All of the data below should come back exactly as written, minus its images.

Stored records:
════════════════

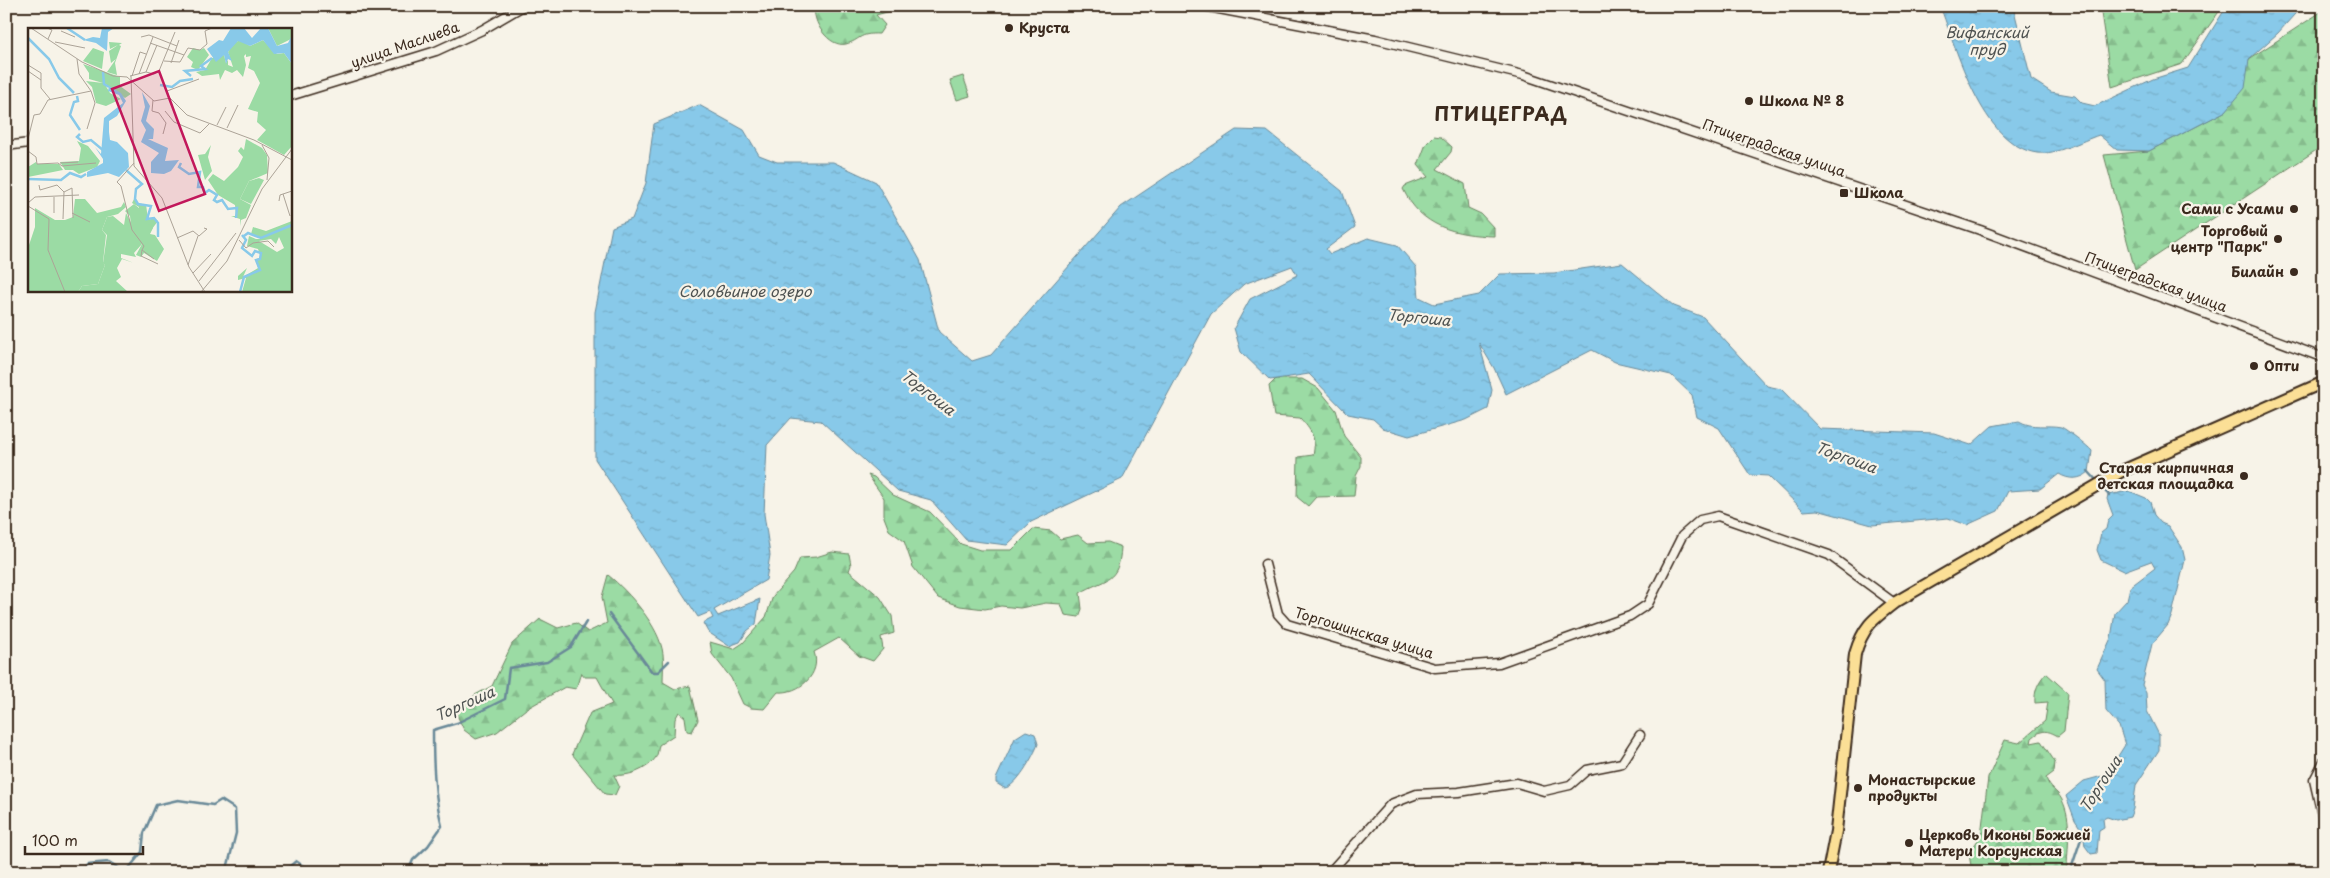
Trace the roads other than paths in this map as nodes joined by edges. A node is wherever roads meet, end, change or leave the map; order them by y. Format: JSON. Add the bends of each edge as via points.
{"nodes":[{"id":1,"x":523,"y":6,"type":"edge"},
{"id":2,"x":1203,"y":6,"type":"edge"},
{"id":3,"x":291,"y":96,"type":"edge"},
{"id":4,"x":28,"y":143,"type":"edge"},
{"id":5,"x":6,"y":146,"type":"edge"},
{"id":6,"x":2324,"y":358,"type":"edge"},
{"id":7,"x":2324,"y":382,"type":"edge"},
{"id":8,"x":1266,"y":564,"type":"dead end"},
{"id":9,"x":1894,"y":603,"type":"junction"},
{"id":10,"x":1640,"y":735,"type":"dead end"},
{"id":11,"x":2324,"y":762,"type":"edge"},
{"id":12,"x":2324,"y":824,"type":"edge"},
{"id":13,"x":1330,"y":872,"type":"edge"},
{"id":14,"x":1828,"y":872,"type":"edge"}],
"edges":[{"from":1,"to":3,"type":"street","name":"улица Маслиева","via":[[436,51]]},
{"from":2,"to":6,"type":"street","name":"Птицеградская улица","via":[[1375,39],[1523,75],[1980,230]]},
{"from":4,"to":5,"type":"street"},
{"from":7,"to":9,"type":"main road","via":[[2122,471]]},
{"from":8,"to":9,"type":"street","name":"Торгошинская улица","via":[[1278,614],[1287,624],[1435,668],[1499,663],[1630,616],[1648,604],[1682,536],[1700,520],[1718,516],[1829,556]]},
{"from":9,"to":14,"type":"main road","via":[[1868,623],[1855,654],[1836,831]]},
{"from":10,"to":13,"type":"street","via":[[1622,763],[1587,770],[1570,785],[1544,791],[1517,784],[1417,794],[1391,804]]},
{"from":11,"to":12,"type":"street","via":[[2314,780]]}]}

════════════════

Response:
Trace the roads other than paths in this map as nodes joined by edges. A node is wherever roads meet, end, change or leave the map; order them by y. Format: JSON. Add the bends of each edge as via points.
{"nodes":[{"id":1,"x":523,"y":6,"type":"edge"},
{"id":2,"x":1203,"y":6,"type":"edge"},
{"id":3,"x":291,"y":96,"type":"edge"},
{"id":4,"x":28,"y":143,"type":"edge"},
{"id":5,"x":6,"y":146,"type":"edge"},
{"id":6,"x":2324,"y":358,"type":"edge"},
{"id":7,"x":2324,"y":382,"type":"edge"},
{"id":8,"x":1266,"y":564,"type":"dead end"},
{"id":9,"x":1894,"y":603,"type":"junction"},
{"id":10,"x":1640,"y":735,"type":"dead end"},
{"id":11,"x":2324,"y":762,"type":"edge"},
{"id":12,"x":2324,"y":824,"type":"edge"},
{"id":13,"x":1330,"y":872,"type":"edge"},
{"id":14,"x":1828,"y":872,"type":"edge"}],
"edges":[{"from":1,"to":3,"type":"street","name":"улица Маслиева","via":[[436,51]]},
{"from":2,"to":6,"type":"street","name":"Птицеградская улица","via":[[1375,39],[1523,75],[1980,230]]},
{"from":4,"to":5,"type":"street"},
{"from":7,"to":9,"type":"main road","via":[[2122,471]]},
{"from":8,"to":9,"type":"street","name":"Торгошинская улица","via":[[1278,614],[1287,624],[1435,668],[1499,663],[1630,616],[1648,604],[1682,536],[1700,520],[1718,516],[1829,556]]},
{"from":9,"to":14,"type":"main road","via":[[1868,623],[1855,654],[1836,831]]},
{"from":10,"to":13,"type":"street","via":[[1622,763],[1587,770],[1570,785],[1544,791],[1517,784],[1417,794],[1391,804]]},
{"from":11,"to":12,"type":"street","via":[[2314,780]]}]}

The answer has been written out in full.